= Uniform convergence in probability =

Uniform convergence in probability is a form of convergence in probability in statistical asymptotic theory and probability theory. It means that, under certain conditions, the empirical frequencies of all events in a certain event-family uniformly converge to their theoretical probabilities. Uniform convergence in probability has applications to statistics as well as machine learning as part of statistical learning theory. Specifically, the Glivenko-Cantelli theorem and the homonymous classes of functions are fundamentally related to uniform convergence.

The law of large numbers says that, for each single event $A$, its empirical frequency in a sequence of independent trials converges (with high probability) to its theoretical probability. In many application however, the need arises to judge simultaneously the probabilities of events of an entire class $S$ from one and the same sample. Moreover it, is required that the relative frequency of the events converge to the probability uniformly over the entire class of events $S$ . The Uniform Convergence Theorem gives a sufficient condition for this convergence to hold. Roughly, if the event-family is sufficiently simple (its VC dimension is sufficiently small) then uniform convergence holds.

== Definitions ==
For a class of predicates $H$ defined on a set $X$ and a set of samples $x=(x_1,x_2,\dots,x_m)$, where $x_i\in X$, the empirical frequency of $h\in H$ on $x$ is

 $\widehat{Q}_x(h)=\frac 1 m |\{i:1\leq i\leq m, h(x_i)=1\}|.$

The theoretical probability of $h\in H$ is defined as $Q_P(h) = P\{y\in X : h(y)=1\}.$

The Uniform Convergence Theorem states, roughly, that if $H$ is "simple" and we draw samples independently (with replacement) from $X$ according to any distribution $P$, then with high probability, the empirical frequency will be close to its expected value, which is the theoretical probability.

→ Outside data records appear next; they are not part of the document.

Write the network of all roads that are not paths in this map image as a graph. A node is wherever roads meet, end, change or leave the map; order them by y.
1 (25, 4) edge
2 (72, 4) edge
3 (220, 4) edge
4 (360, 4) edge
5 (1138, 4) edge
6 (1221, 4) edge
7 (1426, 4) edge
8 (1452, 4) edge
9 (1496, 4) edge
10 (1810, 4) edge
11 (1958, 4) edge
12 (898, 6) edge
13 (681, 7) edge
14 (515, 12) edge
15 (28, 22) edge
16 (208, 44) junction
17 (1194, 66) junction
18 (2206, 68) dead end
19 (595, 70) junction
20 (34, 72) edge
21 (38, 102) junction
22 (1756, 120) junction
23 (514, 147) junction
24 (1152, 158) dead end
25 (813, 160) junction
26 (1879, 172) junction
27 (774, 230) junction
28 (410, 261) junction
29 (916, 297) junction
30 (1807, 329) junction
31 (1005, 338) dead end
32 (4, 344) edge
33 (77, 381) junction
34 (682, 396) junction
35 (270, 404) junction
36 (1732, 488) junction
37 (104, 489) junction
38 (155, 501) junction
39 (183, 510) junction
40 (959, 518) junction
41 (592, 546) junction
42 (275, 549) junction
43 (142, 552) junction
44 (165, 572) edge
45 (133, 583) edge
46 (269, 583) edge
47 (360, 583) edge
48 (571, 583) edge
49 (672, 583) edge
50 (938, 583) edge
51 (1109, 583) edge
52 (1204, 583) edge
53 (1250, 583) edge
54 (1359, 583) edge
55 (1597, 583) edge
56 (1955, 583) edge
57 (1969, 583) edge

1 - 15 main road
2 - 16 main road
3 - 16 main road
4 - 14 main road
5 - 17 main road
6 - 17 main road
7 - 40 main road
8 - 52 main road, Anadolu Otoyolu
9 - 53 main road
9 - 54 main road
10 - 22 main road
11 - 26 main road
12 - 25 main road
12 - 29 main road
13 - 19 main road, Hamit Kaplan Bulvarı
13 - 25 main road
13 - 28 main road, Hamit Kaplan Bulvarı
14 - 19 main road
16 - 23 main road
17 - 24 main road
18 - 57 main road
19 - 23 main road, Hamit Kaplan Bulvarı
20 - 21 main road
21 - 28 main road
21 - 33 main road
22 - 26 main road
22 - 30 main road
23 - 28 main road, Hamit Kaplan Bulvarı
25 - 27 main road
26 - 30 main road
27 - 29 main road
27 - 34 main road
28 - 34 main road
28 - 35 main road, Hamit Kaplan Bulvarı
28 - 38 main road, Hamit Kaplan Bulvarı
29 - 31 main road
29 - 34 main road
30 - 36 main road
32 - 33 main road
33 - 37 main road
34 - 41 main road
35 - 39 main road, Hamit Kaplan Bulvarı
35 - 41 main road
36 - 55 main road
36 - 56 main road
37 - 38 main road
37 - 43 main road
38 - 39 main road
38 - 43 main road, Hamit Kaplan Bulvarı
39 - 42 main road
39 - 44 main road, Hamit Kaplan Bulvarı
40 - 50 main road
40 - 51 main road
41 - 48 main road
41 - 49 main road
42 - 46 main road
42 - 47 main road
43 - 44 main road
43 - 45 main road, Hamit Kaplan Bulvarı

Here "simple" means that the Vapnik–Chervonenkis dimension of the class $H$ is small relative to the size of the sample. In other words, a sufficiently simple collection of functions behaves roughly the same on a small random sample as it does on the distribution as a whole.

The Uniform Convergence Theorem was first proved by Vapnik and Chervonenkis using the concept of growth function.

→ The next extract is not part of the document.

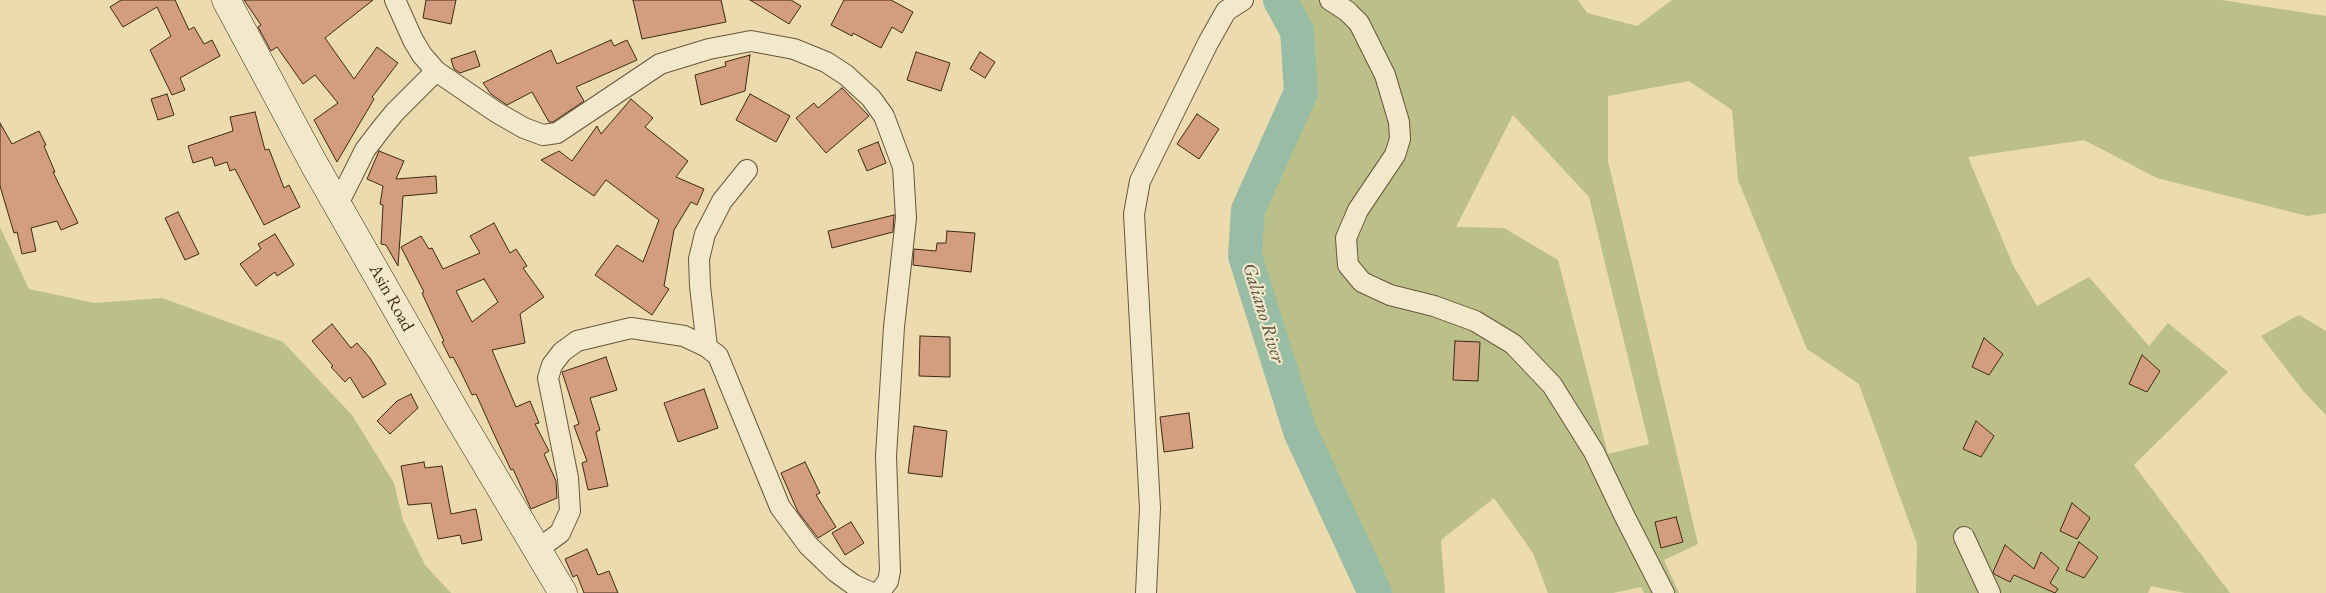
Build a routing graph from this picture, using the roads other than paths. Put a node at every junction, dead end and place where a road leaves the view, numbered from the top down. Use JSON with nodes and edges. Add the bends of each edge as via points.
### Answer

==Uniform Convergence Theorem ==

The statement of the Uniform Convergence Theorem is as follows:

If $H$ is a set of $\{0,1\}$-valued functions defined on a set $X$ and $P$ is a probability distribution on $X$ then for $\varepsilon>0$ and $m$ a positive integer, we have:
 $P^m\{|Q_P(h)-\widehat{Q_x}(h)|\geq\varepsilon \text{ for some } h\in H\}\leq 4\Pi_H(2m)e^{-\varepsilon^2 m/8}.$
In the above, for any $x\in X^m,$$Q_P(h)=P\{(y\in X:h(y)=1\},$$\widehat{Q}_x(h)=\frac 1 m |\{i:1\leq i\leq m,h(x_{i})=1\}|$ and $|x|=m.$ $P^m$ indicates that the probability is taken over $x$ consisting of $m$ i.i.d. draws from the distribution $P.$

Finally, the growth function $\Pi_H$ is defined in the following way, for any $\{0,1\}$-valued functions $H$ over $X$ and for any natural number $m$: $\Pi_H(m)=\max|\{h\cap D: D\subseteq X, |D|=m, h\in H\}|.$

From the point of view of Learning Theory one can consider $H$ to be the Concept/Hypothesis class defined over the instance set $X$. Crucially, the Sauer–Shelah lemma implies that $\Pi_H(m)\leq m^{d}$, where $d$ is the VC dimension of $H$.

== Proof of the Uniform Convergence Theorem ==
 and are the sources of the proof below. Before we get into the details of the proof of the Uniform Convergence Theorem we will present a high level overview of the proof.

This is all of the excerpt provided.